The assessee had sold a residential property and earned capital gains of about ₹2.33 crore. While a substantial portion of the gains was invested before the due date under Section 139(1), the balance amount of ₹95 lakh was utilized for construction of a new house before filing the belated return under Section 139(4). The Assessing Officer denied exemption on this portion solely because the amount had not been deposited in the Capital Gains Account Scheme before the due date prescribed under Section 139(1).
The Tribunal observed that the assessee had actually invested the entire capital gain in the new residential house before filing the return under Section 139(4) and had produced documentary evidence supporting such investment. It clarified that the requirement of depositing funds in the Capital Gains Account Scheme arises only where the amount remains unutilized up to the date of filing the return.
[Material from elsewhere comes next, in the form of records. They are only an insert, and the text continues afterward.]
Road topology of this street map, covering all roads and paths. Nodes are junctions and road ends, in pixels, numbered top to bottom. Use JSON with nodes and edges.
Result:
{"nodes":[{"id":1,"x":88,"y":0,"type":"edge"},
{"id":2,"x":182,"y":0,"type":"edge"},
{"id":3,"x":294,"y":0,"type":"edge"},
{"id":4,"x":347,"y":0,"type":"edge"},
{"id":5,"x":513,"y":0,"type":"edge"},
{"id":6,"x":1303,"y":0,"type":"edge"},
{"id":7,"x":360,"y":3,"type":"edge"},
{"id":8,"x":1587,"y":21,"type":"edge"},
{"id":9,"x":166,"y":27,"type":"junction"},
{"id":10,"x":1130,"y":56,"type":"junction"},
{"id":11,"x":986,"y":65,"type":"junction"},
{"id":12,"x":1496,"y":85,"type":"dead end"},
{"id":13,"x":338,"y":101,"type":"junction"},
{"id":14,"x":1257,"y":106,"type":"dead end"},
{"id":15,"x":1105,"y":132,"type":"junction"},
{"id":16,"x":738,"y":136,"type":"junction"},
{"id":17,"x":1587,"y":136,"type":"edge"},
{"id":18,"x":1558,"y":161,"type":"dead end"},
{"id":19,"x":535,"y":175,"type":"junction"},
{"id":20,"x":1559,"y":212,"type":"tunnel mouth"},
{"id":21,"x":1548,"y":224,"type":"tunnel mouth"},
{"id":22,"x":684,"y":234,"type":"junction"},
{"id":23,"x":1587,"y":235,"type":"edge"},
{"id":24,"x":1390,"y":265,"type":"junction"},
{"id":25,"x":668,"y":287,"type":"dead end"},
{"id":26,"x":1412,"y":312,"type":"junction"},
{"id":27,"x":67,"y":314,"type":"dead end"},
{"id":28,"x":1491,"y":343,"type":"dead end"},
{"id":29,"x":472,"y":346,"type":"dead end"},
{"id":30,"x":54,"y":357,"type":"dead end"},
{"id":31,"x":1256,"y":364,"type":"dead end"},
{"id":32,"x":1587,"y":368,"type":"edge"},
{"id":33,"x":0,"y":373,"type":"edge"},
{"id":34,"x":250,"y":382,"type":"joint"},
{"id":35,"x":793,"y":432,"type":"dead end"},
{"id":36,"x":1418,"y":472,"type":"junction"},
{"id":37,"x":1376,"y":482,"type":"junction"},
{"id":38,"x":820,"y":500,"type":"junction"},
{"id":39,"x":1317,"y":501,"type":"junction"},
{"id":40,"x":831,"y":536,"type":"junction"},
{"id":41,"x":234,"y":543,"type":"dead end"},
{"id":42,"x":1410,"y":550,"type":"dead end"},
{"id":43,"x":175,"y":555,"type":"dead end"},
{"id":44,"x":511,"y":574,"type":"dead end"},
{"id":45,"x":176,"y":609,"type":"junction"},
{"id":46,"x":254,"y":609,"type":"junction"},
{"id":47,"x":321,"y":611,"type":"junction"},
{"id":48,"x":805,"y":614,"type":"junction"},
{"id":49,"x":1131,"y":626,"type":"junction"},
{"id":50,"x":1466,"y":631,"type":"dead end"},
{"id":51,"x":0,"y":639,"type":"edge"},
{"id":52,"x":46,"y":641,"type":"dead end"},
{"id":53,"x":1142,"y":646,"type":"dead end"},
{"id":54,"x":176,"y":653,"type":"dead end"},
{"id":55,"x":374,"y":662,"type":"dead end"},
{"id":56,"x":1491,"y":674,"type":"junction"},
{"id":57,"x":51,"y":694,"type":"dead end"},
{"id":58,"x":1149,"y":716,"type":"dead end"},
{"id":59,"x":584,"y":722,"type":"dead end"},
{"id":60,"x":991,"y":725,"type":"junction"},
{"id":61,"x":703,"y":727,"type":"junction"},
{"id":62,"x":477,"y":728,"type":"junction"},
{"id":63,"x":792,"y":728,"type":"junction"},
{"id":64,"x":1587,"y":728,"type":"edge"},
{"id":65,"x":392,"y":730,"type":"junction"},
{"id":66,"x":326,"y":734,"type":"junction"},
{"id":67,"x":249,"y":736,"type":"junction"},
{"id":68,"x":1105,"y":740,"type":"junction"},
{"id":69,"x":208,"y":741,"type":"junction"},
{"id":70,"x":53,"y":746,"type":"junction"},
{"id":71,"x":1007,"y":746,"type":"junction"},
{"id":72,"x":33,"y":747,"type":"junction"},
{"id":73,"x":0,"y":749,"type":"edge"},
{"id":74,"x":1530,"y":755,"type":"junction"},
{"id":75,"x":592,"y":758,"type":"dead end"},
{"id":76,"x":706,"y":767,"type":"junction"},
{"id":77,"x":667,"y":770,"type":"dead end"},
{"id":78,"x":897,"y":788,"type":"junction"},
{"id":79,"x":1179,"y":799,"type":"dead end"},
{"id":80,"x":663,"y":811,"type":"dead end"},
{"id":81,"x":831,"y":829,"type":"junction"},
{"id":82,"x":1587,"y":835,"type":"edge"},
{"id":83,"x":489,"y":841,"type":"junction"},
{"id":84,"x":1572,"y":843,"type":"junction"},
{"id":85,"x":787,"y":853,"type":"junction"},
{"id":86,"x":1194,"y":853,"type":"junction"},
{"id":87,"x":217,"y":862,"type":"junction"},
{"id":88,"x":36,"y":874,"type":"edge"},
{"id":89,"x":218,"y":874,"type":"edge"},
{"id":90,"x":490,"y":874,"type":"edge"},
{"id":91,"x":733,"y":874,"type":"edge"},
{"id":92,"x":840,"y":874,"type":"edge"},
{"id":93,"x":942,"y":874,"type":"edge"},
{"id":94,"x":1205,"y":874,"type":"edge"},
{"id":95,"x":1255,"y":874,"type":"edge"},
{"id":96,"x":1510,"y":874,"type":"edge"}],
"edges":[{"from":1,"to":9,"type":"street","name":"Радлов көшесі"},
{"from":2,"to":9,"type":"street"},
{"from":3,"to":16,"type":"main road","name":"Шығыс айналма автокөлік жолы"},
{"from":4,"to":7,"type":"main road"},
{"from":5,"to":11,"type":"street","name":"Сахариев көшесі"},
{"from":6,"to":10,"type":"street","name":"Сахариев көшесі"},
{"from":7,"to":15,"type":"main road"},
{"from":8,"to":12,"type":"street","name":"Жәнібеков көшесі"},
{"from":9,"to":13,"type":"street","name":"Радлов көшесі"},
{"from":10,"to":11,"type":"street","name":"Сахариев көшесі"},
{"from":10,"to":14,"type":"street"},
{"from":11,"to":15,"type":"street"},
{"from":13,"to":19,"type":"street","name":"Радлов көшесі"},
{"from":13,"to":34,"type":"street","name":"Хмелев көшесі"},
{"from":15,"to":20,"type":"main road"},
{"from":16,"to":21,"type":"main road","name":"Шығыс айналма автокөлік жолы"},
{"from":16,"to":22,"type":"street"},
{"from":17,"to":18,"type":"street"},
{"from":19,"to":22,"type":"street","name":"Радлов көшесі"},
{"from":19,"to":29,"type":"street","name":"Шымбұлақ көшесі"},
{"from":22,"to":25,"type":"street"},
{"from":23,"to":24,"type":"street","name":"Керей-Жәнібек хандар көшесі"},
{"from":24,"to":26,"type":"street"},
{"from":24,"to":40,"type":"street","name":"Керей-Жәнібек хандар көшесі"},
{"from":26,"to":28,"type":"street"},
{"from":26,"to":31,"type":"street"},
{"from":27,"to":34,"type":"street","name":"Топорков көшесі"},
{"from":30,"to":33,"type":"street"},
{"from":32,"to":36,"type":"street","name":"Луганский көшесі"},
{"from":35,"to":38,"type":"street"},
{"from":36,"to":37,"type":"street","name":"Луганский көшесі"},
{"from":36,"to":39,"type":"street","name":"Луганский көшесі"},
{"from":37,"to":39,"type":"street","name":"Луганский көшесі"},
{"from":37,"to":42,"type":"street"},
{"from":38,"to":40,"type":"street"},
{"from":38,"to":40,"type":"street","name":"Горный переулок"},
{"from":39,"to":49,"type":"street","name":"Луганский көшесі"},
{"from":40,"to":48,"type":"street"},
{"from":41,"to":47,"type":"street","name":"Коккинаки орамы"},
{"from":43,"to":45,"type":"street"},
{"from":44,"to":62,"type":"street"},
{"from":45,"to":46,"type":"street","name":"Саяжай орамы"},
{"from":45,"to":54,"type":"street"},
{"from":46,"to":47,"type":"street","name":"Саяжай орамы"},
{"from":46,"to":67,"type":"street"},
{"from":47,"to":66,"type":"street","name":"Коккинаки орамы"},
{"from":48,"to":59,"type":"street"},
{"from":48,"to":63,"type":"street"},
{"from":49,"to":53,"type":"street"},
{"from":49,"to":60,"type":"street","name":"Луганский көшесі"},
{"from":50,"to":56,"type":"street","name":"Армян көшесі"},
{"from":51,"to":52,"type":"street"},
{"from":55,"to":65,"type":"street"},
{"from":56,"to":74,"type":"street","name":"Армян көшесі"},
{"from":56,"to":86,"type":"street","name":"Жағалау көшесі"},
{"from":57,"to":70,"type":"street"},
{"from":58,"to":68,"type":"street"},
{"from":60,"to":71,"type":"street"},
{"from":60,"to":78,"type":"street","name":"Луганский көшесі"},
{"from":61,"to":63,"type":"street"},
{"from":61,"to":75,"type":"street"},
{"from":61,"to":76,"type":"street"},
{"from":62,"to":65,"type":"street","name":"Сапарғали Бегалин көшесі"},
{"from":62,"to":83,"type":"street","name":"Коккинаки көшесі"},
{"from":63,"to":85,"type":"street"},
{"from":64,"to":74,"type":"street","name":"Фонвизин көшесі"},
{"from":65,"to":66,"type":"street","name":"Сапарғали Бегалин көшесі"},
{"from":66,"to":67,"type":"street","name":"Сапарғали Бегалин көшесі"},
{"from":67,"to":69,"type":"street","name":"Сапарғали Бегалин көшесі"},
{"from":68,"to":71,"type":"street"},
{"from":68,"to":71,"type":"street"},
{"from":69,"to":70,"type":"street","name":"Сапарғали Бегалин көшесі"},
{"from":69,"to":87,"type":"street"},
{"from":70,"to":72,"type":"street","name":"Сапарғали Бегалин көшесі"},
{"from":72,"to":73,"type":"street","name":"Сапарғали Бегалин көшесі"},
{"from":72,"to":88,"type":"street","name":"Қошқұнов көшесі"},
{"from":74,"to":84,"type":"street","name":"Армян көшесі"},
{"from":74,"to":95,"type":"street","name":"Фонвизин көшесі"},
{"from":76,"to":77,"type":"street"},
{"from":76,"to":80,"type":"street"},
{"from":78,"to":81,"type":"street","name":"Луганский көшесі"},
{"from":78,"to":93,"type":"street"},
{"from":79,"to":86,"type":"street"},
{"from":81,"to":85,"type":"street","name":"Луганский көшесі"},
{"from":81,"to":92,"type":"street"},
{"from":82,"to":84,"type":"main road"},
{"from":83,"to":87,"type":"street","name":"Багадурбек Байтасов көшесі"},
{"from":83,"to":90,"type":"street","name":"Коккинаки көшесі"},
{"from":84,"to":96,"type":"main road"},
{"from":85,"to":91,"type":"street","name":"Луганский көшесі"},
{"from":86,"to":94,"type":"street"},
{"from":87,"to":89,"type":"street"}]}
Where the capital gains have already been invested before filing the return under Section 139(4), denial of exemption would be contrary to settled law.
Relying on the Karnataka High Court decisions in Fathima Bai v. ITO, R. Srinivas v. ITO, and other jurisdictional precedents, the ITAT reiterated that the expression “due date under section 139” includes the extended time available under Section 139(4). Accordingly, the exemption under Section 54 was directed to be allowed and the assessee’s appeal was allowed in full.
FULL TEXT OF THE ORDER OF ITAT BANGALORE
This is an appeal filed by the assessee challenging the order of the NFAC, Delhi dated 09/09/2025 in respect of the A.Y. 2015-16.
2. The brief facts of the case are that the assessee is an individual and filed her return of income on 29/02/2016. The assessee had declared the capital gains and income from other sources. The case was selected for limited scrutiny through CASS and notice u/s. 143(2) was issued. Thereafter notice u/s. 142(1) was issued. The assessee also furnished the details called for by the AO. During the course of assessment proceedings, the AO found that the assessee had claimed exemption u/s. 54 of the Act on the gains earned Rs. 2,16,20,000/-. The assessee claimed that a sum of Rs. 1,21,92,630/- was spent before filing the return of income. The balance amount of Rs. 95,00,370/- was not kept in the capital gain account before the due date for filing the return of income. The AO relied on section 54(2) of the Act had disallowed the capital gain of Rs. 95,00,370/- and added the same to the income of the assessee since the assessee had not deposited the said amount in a capital gain account before filing of the return u/s. 139(1) of the Act.
3. As against the said order, the assessee filed an appeal before the Ld.CIT(A). The Ld.CIT(A) had confirmed the order of the AO.
4. As against the said order, the assessee is in appeal before us.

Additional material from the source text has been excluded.